§ Task directions:
Transcribe each record precisely; images stay out.

§ Source information:
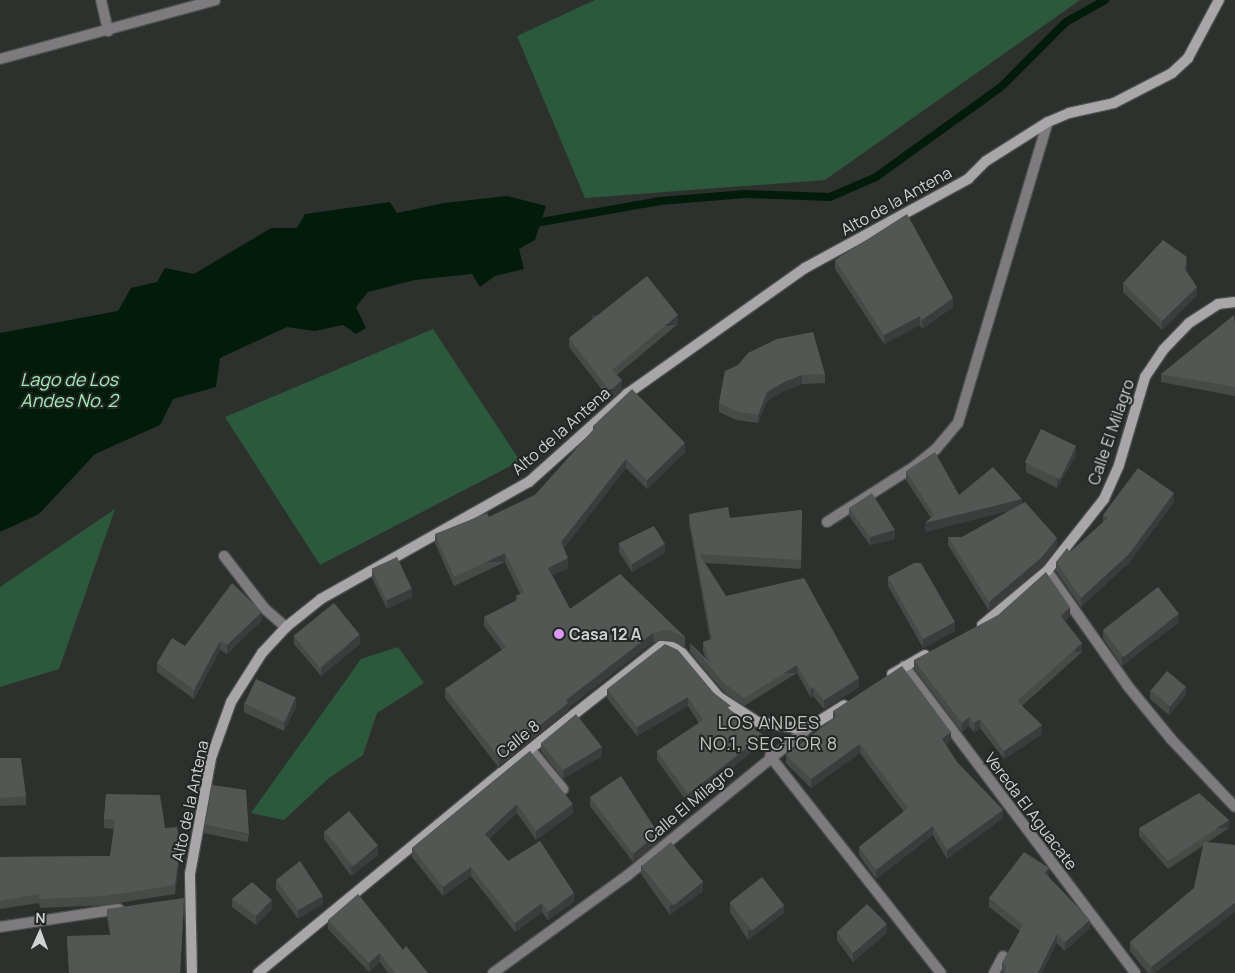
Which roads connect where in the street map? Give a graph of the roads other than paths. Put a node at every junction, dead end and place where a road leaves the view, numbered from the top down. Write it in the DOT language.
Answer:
graph roads {
  1 [pos="101,0"];
  2 [pos="215,0"];
  3 [pos="1219,0"];
  4 [pos="108,31"];
  5 [pos="0,59"];
  6 [pos="1048,122"];
  7 [pos="1235,302"];
  8 [pos="827,522"];
  9 [pos="224,556"];
  10 [pos="1047,571"];
  11 [pos="286,627"];
  12 [pos="971,630"];
  13 [pos="938,648"];
  14 [pos="904,666"];
  15 [pos="881,681"];
  16 [pos="858,696"];
  17 [pos="811,726"];
  18 [pos="530,749"];
  19 [pos="770,756"];
  20 [pos="563,790"];
  21 [pos="1235,807"];
  22 [pos="133,907"];
  23 [pos="0,926"];
  24 [pos="1003,956"];
  25 [pos="192,973"];
  26 [pos="258,973"];
  27 [pos="492,973"];
  28 [pos="942,973"];
  29 [pos="994,973"];
  30 [pos="1135,973"];
  1 -- 4 [label="street"];
  2 -- 4 [label="street"];
  3 -- 6 [label="street, Alto de la Antena"];
  4 -- 5 [label="street"];
  6 -- 8 [label="street"];
  6 -- 11 [label="street, Alto de la Antena"];
  7 -- 10 [label="street, Calle El Milagro"];
  9 -- 11 [label="street"];
  10 -- 12 [label="street, Calle El Milagro"];
  10 -- 21 [label="street"];
  11 -- 25 [label="street, Alto de la Antena"];
  13 -- 14 [label="street"];
  14 -- 15 [label="street"];
  14 -- 30 [label="street, Vereda El Aguacate"];
  16 -- 17 [label="street, Calle El Milagro"];
  17 -- 18 [label="street, Calle 8"];
  17 -- 19 [label="street, Calle El Milagro"];
  18 -- 20 [label="street"];
  18 -- 26 [label="street, Calle 8"];
  19 -- 27 [label="street, Calle El Milagro"];
  19 -- 28 [label="street"];
  22 -- 23 [label="street"];
  24 -- 29 [label="street"];
}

§ Answer space:
Which roads connect where in the street map? Give a graph of the roads other than paths. Put a node at every junction, dead end and place where a road leaves the view, numbered from the top down. Write it in the DOT language.
Answer:
graph roads {
  1 [pos="101,0"];
  2 [pos="215,0"];
  3 [pos="1219,0"];
  4 [pos="108,31"];
  5 [pos="0,59"];
  6 [pos="1048,122"];
  7 [pos="1235,302"];
  8 [pos="827,522"];
  9 [pos="224,556"];
  10 [pos="1047,571"];
  11 [pos="286,627"];
  12 [pos="971,630"];
  13 [pos="938,648"];
  14 [pos="904,666"];
  15 [pos="881,681"];
  16 [pos="858,696"];
  17 [pos="811,726"];
  18 [pos="530,749"];
  19 [pos="770,756"];
  20 [pos="563,790"];
  21 [pos="1235,807"];
  22 [pos="133,907"];
  23 [pos="0,926"];
  24 [pos="1003,956"];
  25 [pos="192,973"];
  26 [pos="258,973"];
  27 [pos="492,973"];
  28 [pos="942,973"];
  29 [pos="994,973"];
  30 [pos="1135,973"];
  1 -- 4 [label="street"];
  2 -- 4 [label="street"];
  3 -- 6 [label="street, Alto de la Antena"];
  4 -- 5 [label="street"];
  6 -- 8 [label="street"];
  6 -- 11 [label="street, Alto de la Antena"];
  7 -- 10 [label="street, Calle El Milagro"];
  9 -- 11 [label="street"];
  10 -- 12 [label="street, Calle El Milagro"];
  10 -- 21 [label="street"];
  11 -- 25 [label="street, Alto de la Antena"];
  13 -- 14 [label="street"];
  14 -- 15 [label="street"];
  14 -- 30 [label="street, Vereda El Aguacate"];
  16 -- 17 [label="street, Calle El Milagro"];
  17 -- 18 [label="street, Calle 8"];
  17 -- 19 [label="street, Calle El Milagro"];
  18 -- 20 [label="street"];
  18 -- 26 [label="street, Calle 8"];
  19 -- 27 [label="street, Calle El Milagro"];
  19 -- 28 [label="street"];
  22 -- 23 [label="street"];
  24 -- 29 [label="street"];
}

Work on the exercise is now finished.